The assesses considered the payment to the overseas company as reimbursement of salary costs not liable to tax in India in the absence of any income element. Whereas the tax department has been alleging that the payment is for services rendered by the overseas entity through its employee and hence, taxable as 'Fees for Technical Services' (FTS). Multiple contrary rulings of various courts have reviewed the employment and secondment agreements and concluded on the taxability or otherwise. The principle emerging out of the decisions is that the underlying facts in each case had to be analyzed in detail to determine who the employer was - whether it was the Indian entity or the overseas entity. Here, due regard has to be given to the substance of the transaction.

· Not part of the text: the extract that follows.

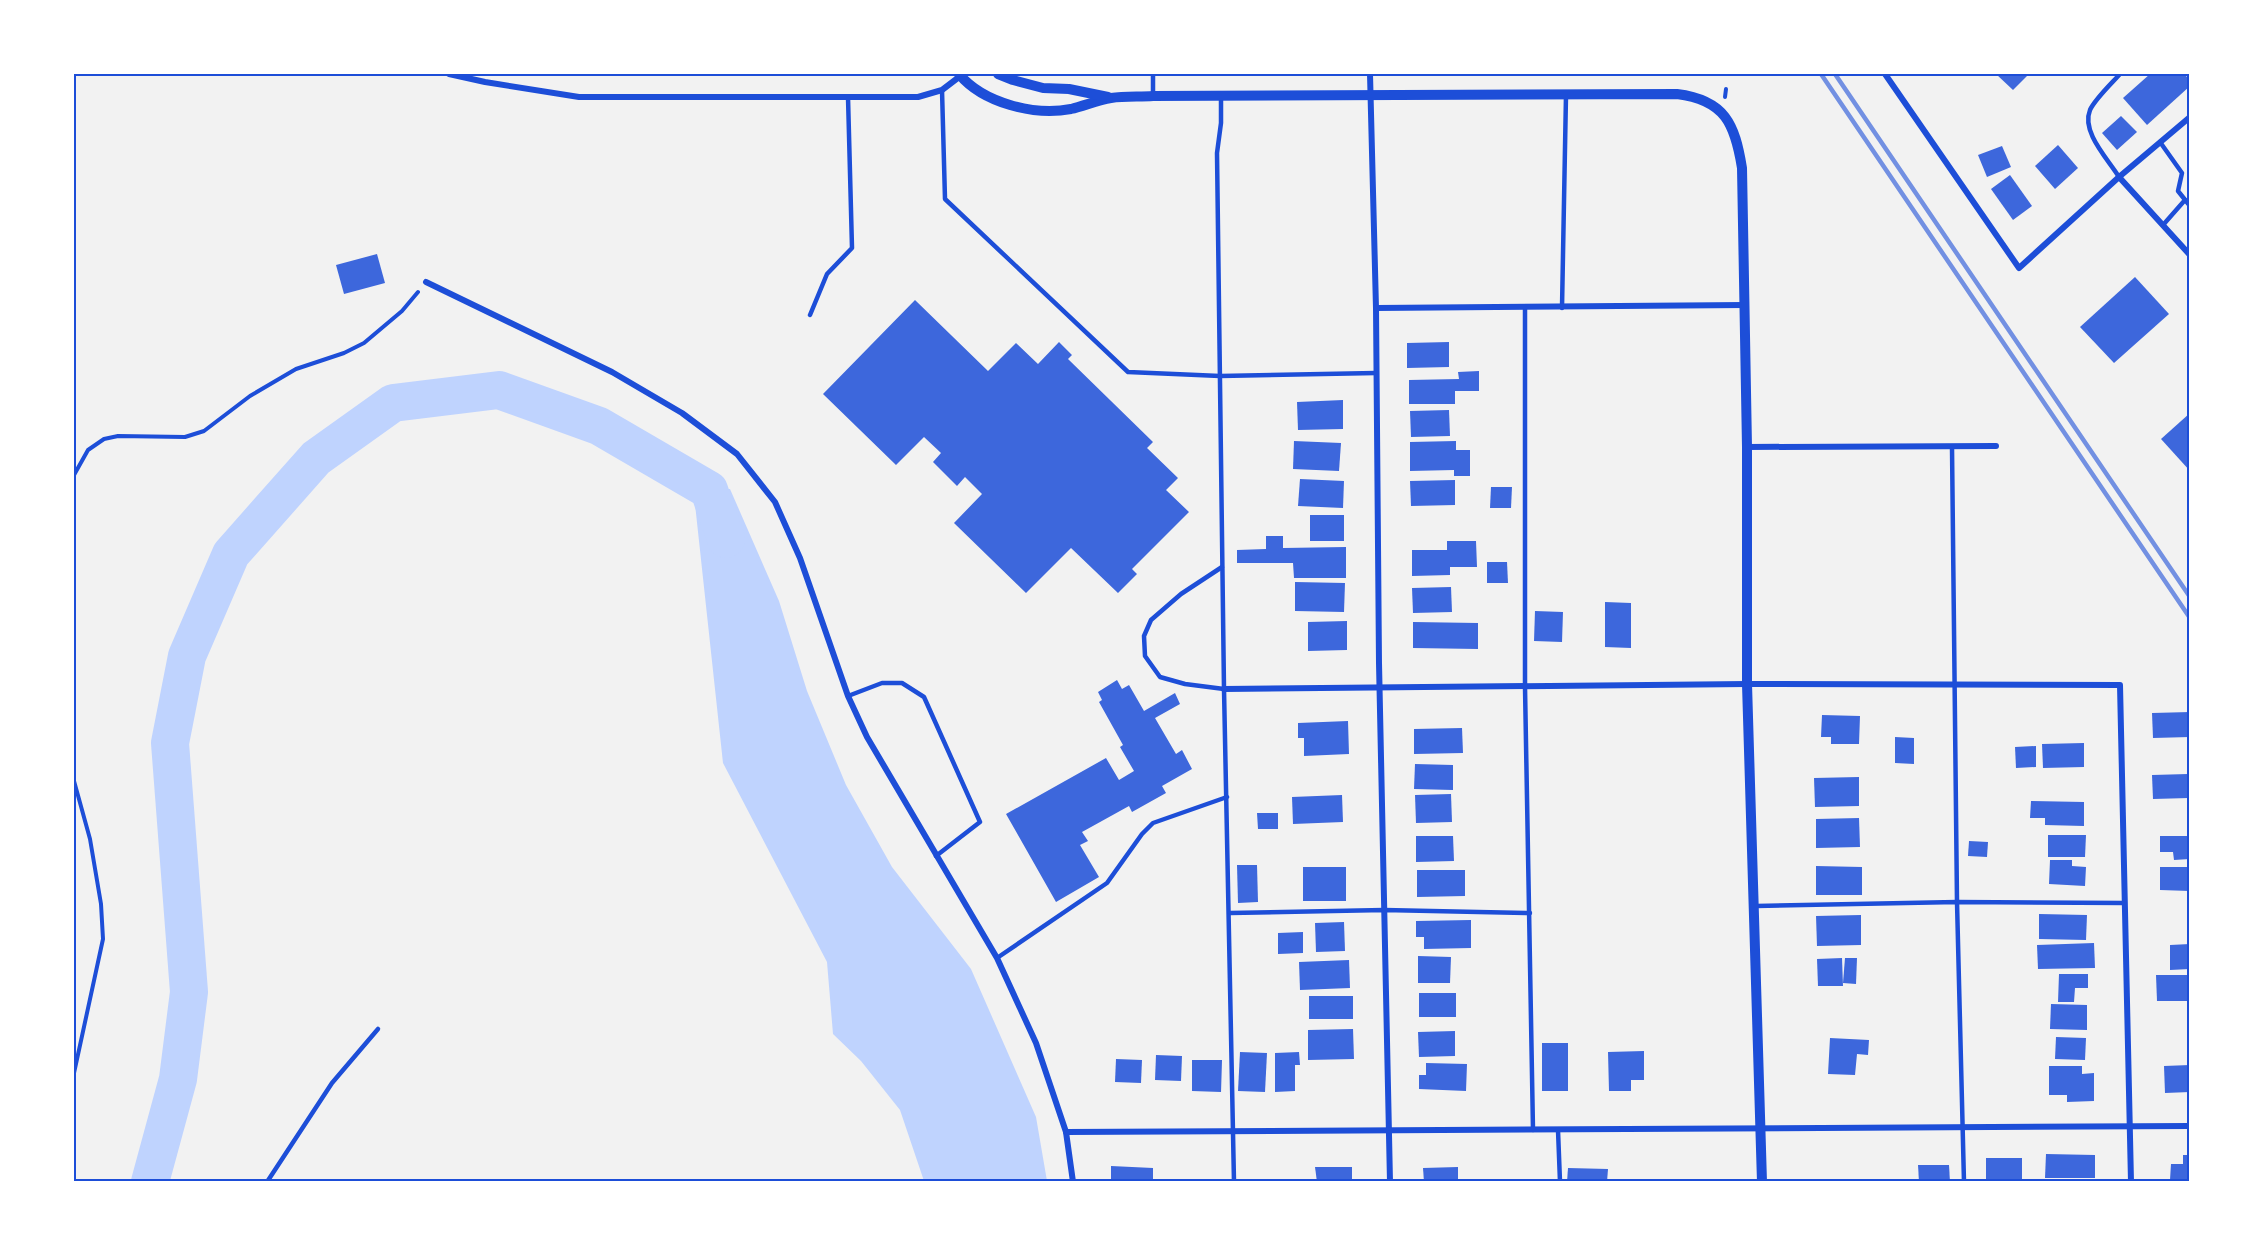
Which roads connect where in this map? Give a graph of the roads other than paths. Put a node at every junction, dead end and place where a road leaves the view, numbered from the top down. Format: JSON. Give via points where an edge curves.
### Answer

The most relied upon decision by the tax department is the Delhi High Court decision in the case of Centrica India Offshore (P.) Ltd1, which held that the reimbursement made by an Indian entity to the overseas entities in Canada and UK was taxable in India as FTS/Fees for Included Services (FIS). The Supreme Court has subsequently affirmed this decision. In this case, the High Court reviewed the secondment arrangement and the relevant agreements and observed as follows:

  • For the period of secondment, the employees were subject to the supervision and control of the Indian entity and the overseas entities were not responsible for any errors or omissions of the employees; The Indian entity was responsible for the work performed by the seconded employees and reaped the benefit of the output as well.
  • However, these employees retained their entitlement to participate in the overseas entity's retirement and social security plans. As per the secondment agreement, the Indian entity could only terminate the secondment arrangement and not the employment with overseas entity. The employees continued to exercise lien on the employment with the overseas employer.
  • Given the above observations, the High Court concluded that the payment by the Indian entity to the overseas entity was not reimbursed and was taxable in India as FTS/FIS.

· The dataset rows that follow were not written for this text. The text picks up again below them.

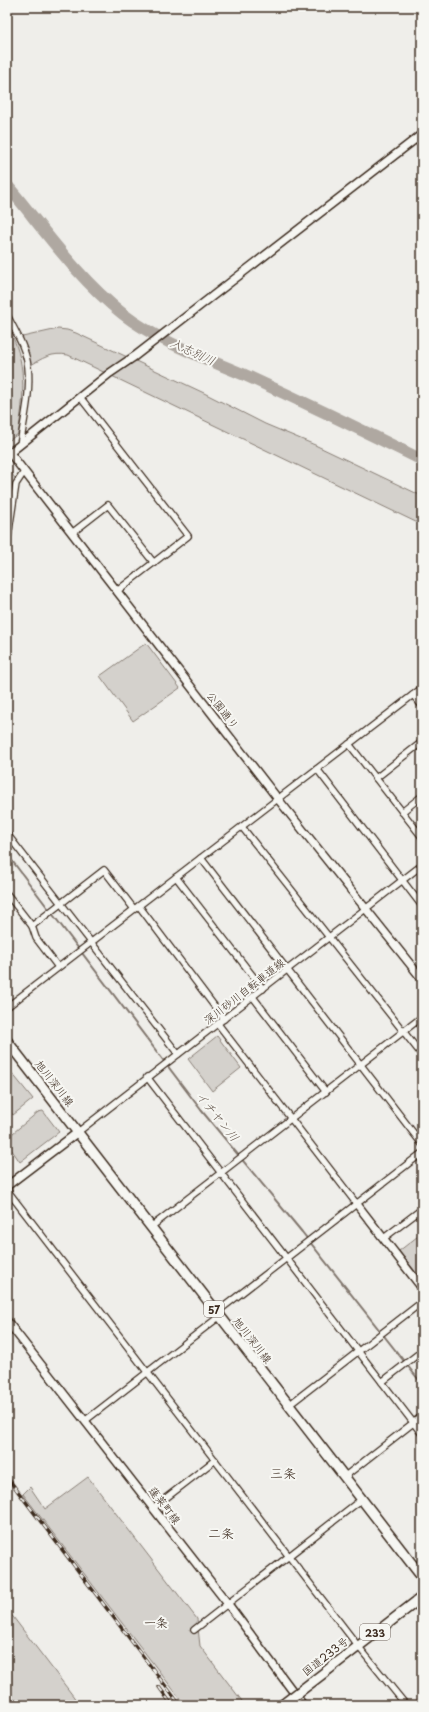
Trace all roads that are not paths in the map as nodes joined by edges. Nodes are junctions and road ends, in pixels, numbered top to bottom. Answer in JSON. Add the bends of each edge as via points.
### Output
{"nodes":[{"id":1,"x":422,"y":134,"type":"edge"},
{"id":2,"x":7,"y":315,"type":"edge"},
{"id":3,"x":80,"y":397,"type":"junction"},
{"id":4,"x":20,"y":445,"type":"junction"},
{"id":5,"x":8,"y":454,"type":"edge"},
{"id":6,"x":24,"y":472,"type":"junction"},
{"id":7,"x":72,"y":533,"type":"junction"},
{"id":8,"x":7,"y":544,"type":"edge"},
{"id":9,"x":154,"y":563,"type":"junction"},
{"id":10,"x":118,"y":591,"type":"junction"},
{"id":11,"x":422,"y":688,"type":"edge"},
{"id":12,"x":413,"y":695,"type":"junction"},
{"id":13,"x":422,"y":706,"type":"edge"},
{"id":14,"x":422,"y":742,"type":"edge"},
{"id":15,"x":349,"y":744,"type":"junction"},
{"id":16,"x":317,"y":769,"type":"junction"},
{"id":17,"x":376,"y":778,"type":"junction"},
{"id":18,"x":422,"y":796,"type":"edge"},
{"id":19,"x":278,"y":799,"type":"junction"},
{"id":20,"x":402,"y":812,"type":"junction"},
{"id":21,"x":242,"y":827,"type":"junction"},
{"id":22,"x":7,"y":834,"type":"edge"},
{"id":23,"x":422,"y":837,"type":"edge"},
{"id":24,"x":201,"y":858,"type":"junction"},
{"id":25,"x":422,"y":865,"type":"edge"},
{"id":26,"x":176,"y":877,"type":"junction"},
{"id":27,"x":402,"y":881,"type":"junction"},
{"id":28,"x":7,"y":894,"type":"edge"},
{"id":29,"x":61,"y":904,"type":"junction"},
{"id":30,"x":422,"y":906,"type":"edge"},
{"id":31,"x":136,"y":908,"type":"junction"},
{"id":32,"x":366,"y":908,"type":"junction"},
{"id":33,"x":32,"y":926,"type":"junction"},
{"id":34,"x":330,"y":938,"type":"junction"},
{"id":35,"x":91,"y":941,"type":"junction"},
{"id":36,"x":58,"y":967,"type":"junction"},
{"id":37,"x":287,"y":970,"type":"junction"},
{"id":38,"x":422,"y":979,"type":"edge"},
{"id":39,"x":263,"y":989,"type":"junction"},
{"id":40,"x":253,"y":997,"type":"junction"},
{"id":41,"x":7,"y":1008,"type":"edge"},
{"id":42,"x":422,"y":1017,"type":"edge"},
{"id":43,"x":224,"y":1019,"type":"junction"},
{"id":44,"x":218,"y":1024,"type":"junction"},
{"id":45,"x":404,"y":1031,"type":"junction"},
{"id":46,"x":7,"y":1041,"type":"edge"},
{"id":47,"x":178,"y":1054,"type":"junction"},
{"id":48,"x":422,"y":1055,"type":"edge"},
{"id":49,"x":361,"y":1065,"type":"junction"},
{"id":50,"x":147,"y":1077,"type":"junction"},
{"id":51,"x":326,"y":1092,"type":"junction"},
{"id":52,"x":290,"y":1119,"type":"junction"},
{"id":53,"x":78,"y":1132,"type":"junction"},
{"id":54,"x":422,"y":1144,"type":"edge"},
{"id":55,"x":422,"y":1153,"type":"edge"},
{"id":56,"x":221,"y":1172,"type":"junction"},
{"id":57,"x":7,"y":1186,"type":"edge"},
{"id":58,"x":7,"y":1190,"type":"edge"},
{"id":59,"x":356,"y":1203,"type":"junction"},
{"id":60,"x":422,"y":1209,"type":"edge"},
{"id":61,"x":151,"y":1227,"type":"junction"},
{"id":62,"x":384,"y":1238,"type":"junction"},
{"id":63,"x":286,"y":1257,"type":"junction"},
{"id":64,"x":422,"y":1288,"type":"edge"},
{"id":65,"x":422,"y":1302,"type":"edge"},
{"id":66,"x":218,"y":1314,"type":"junction"},
{"id":67,"x":7,"y":1321,"type":"edge"},
{"id":68,"x":358,"y":1351,"type":"junction"},
{"id":69,"x":422,"y":1351,"type":"edge"},
{"id":70,"x":147,"y":1372,"type":"junction"},
{"id":71,"x":382,"y":1382,"type":"junction"},
{"id":72,"x":289,"y":1405,"type":"junction"},
{"id":73,"x":422,"y":1416,"type":"edge"},
{"id":74,"x":86,"y":1420,"type":"junction"},
{"id":75,"x":414,"y":1423,"type":"junction"},
{"id":76,"x":422,"y":1434,"type":"edge"},
{"id":77,"x":215,"y":1460,"type":"junction"},
{"id":78,"x":344,"y":1477,"type":"junction"},
{"id":79,"x":362,"y":1499,"type":"junction"},
{"id":80,"x":153,"y":1508,"type":"junction"},
{"id":81,"x":290,"y":1556,"type":"junction"},
{"id":82,"x":422,"y":1577,"type":"edge"},
{"id":83,"x":422,"y":1597,"type":"edge"},
{"id":84,"x":228,"y":1604,"type":"junction"},
{"id":85,"x":194,"y":1630,"type":"dead end"},
{"id":86,"x":358,"y":1646,"type":"junction"},
{"id":87,"x":282,"y":1705,"type":"edge"},
{"id":88,"x":303,"y":1705,"type":"edge"},
{"id":89,"x":406,"y":1705,"type":"edge"}],
"edges":[{"from":1,"to":3,"type":"street"},
{"from":2,"to":4,"type":"street","via":[[21,343],[28,367],[27,398]]},
{"from":3,"to":4,"type":"street"},
{"from":3,"to":9,"type":"street","via":[[188,536]]},
{"from":4,"to":5,"type":"street"},
{"from":5,"to":6,"type":"street","name":"公園通り"},
{"from":6,"to":7,"type":"street","name":"公園通り"},
{"from":6,"to":8,"type":"street","via":[[16,484]]},
{"from":7,"to":9,"type":"street","via":[[108,505]]},
{"from":7,"to":10,"type":"street","name":"公園通り"},
{"from":9,"to":10,"type":"street"},
{"from":10,"to":19,"type":"street","name":"公園通り"},
{"from":11,"to":12,"type":"street"},
{"from":12,"to":13,"type":"street"},
{"from":12,"to":15,"type":"street"},
{"from":14,"to":17,"type":"street"},
{"from":15,"to":16,"type":"street"},
{"from":15,"to":17,"type":"street"},
{"from":16,"to":19,"type":"street"},
{"from":16,"to":27,"type":"street"},
{"from":17,"to":20,"type":"street"},
{"from":18,"to":20,"type":"street"},
{"from":19,"to":21,"type":"street"},
{"from":19,"to":32,"type":"street","name":"公園通り"},
{"from":20,"to":23,"type":"street"},
{"from":21,"to":24,"type":"street"},
{"from":21,"to":34,"type":"street"},
{"from":22,"to":29,"type":"street"},
{"from":24,"to":26,"type":"street"},
{"from":24,"to":37,"type":"street"},
{"from":25,"to":27,"type":"street","name":"深川砂川自転車道線"},
{"from":26,"to":31,"type":"street"},
{"from":26,"to":39,"type":"street"},
{"from":27,"to":30,"type":"street"},
{"from":27,"to":32,"type":"street","name":"深川砂川自転車道線"},
{"from":28,"to":33,"type":"street"},
{"from":29,"to":31,"type":"street","via":[[104,870]]},
{"from":29,"to":33,"type":"street"},
{"from":29,"to":35,"type":"street"},
{"from":31,"to":35,"type":"street"},
{"from":31,"to":43,"type":"street"},
{"from":32,"to":34,"type":"street","name":"深川砂川自転車道線"},
{"from":32,"to":38,"type":"street","name":"公園通り"},
{"from":33,"to":36,"type":"street","via":[[36,938]]},
{"from":34,"to":37,"type":"street","name":"深川砂川自転車道線"},
{"from":34,"to":45,"type":"street"},
{"from":35,"to":36,"type":"street"},
{"from":35,"to":47,"type":"street"},
{"from":36,"to":41,"type":"street"},
{"from":37,"to":39,"type":"street","name":"深川砂川自転車道線"},
{"from":37,"to":49,"type":"street"},
{"from":39,"to":40,"type":"street","name":"深川砂川自転車道線"},
{"from":40,"to":43,"type":"street","name":"深川砂川自転車道線"},
{"from":40,"to":51,"type":"street"},
{"from":42,"to":45,"type":"street"},
{"from":43,"to":44,"type":"street","name":"深川砂川自転車道線"},
{"from":44,"to":47,"type":"street","name":"深川砂川自転車道線"},
{"from":44,"to":52,"type":"street"},
{"from":45,"to":48,"type":"street"},
{"from":45,"to":49,"type":"street"},
{"from":46,"to":53,"type":"main road","name":"旭川深川線","number":"57"},
{"from":47,"to":50,"type":"street","name":"深川砂川自転車道線"},
{"from":49,"to":51,"type":"street"},
{"from":49,"to":54,"type":"street"},
{"from":50,"to":53,"type":"street","name":"深川砂川自転車道線"},
{"from":50,"to":56,"type":"street"},
{"from":51,"to":52,"type":"street"},
{"from":52,"to":56,"type":"street"},
{"from":52,"to":59,"type":"street"},
{"from":53,"to":57,"type":"street"},
{"from":53,"to":61,"type":"main road","name":"旭川深川線","number":"57"},
{"from":55,"to":59,"type":"street"},
{"from":56,"to":61,"type":"street"},
{"from":56,"to":63,"type":"street"},
{"from":58,"to":70,"type":"street"},
{"from":59,"to":62,"type":"street"},
{"from":59,"to":63,"type":"street"},
{"from":60,"to":62,"type":"street"},
{"from":61,"to":66,"type":"main road","name":"旭川深川線","number":"57"},
{"from":62,"to":64,"type":"street"},
{"from":63,"to":66,"type":"street"},
{"from":63,"to":68,"type":"street"},
{"from":65,"to":68,"type":"street"},
{"from":66,"to":70,"type":"street"},
{"from":66,"to":72,"type":"main road","name":"旭川深川線","number":"57"},
{"from":67,"to":74,"type":"street","name":"蓬莱町線"},
{"from":68,"to":71,"type":"street"},
{"from":68,"to":72,"type":"street"},
{"from":69,"to":71,"type":"street"},
{"from":70,"to":74,"type":"street"},
{"from":70,"to":77,"type":"street"},
{"from":71,"to":75,"type":"street"},
{"from":72,"to":78,"type":"main road","name":"旭川深川線","number":"57"},
{"from":73,"to":75,"type":"street"},
{"from":74,"to":80,"type":"street","name":"蓬莱町線"},
{"from":75,"to":76,"type":"street"},
{"from":75,"to":78,"type":"street"},
{"from":77,"to":80,"type":"street"},
{"from":77,"to":81,"type":"street"},
{"from":78,"to":79,"type":"main road","name":"旭川深川線","number":"57"},
{"from":79,"to":81,"type":"street"},
{"from":79,"to":82,"type":"main road","name":"旭川深川線","number":"57"},
{"from":80,"to":84,"type":"street","name":"蓬莱町線"},
{"from":81,"to":84,"type":"street"},
{"from":81,"to":86,"type":"street"},
{"from":83,"to":86,"type":"main road","name":"国道233号","number":"233"},
{"from":84,"to":85,"type":"street"},
{"from":84,"to":88,"type":"street","name":"蓬莱町線"},
{"from":86,"to":87,"type":"main road","name":"国道233号","number":"233","bridge":true},
{"from":86,"to":89,"type":"street"}]}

In spite of the above decision, there were rulings by various courts contrary to the ruling of the Delhi HC in Centrica, distinguishing the facts in each case. Then last year, in the context of Service Tax law, the Supreme Court2 ruled that reimbursement of the salary of the seconded employees would be liable to service tax as it was 'manpower recruitment and supply service.' The Apex Court interpreted the concept of a secondment agreement taking note of the contemporary business practice and held that the traditional control test to determine who the employer is not the sole test to be applied. The facts noted by the Supreme Court were as follows:

  • The overseas entity seconded its employees to its Indian entity. During the period of secondment, these employees worked under the control and supervision of the Indian entity. While the Indian entity controlled and supervised the employees' work during the secondment period, the fact remained that the overseas entity seconded these employees in relation to its own business.
  • The overseas entity paid them a salary and other emoluments for administrative convenience, which were subsequently recovered from the Indian entity.
  • The employees continued to remain on the payroll of the overseas entity for the continuity of their social security/retirement benefits. The terms of their employment, including salary, continued to remain in accordance with the policy of the overseas company. Upon the end of the period of secondment, they return to their original places.
  • The Court observed that in case the Indian entity was not satisfied with the performance of the deputed employee, the Indian entity could only terminate the secondment arrangement. In such a case, the employee would return to the US company and await deployment to a new project or a different secondment.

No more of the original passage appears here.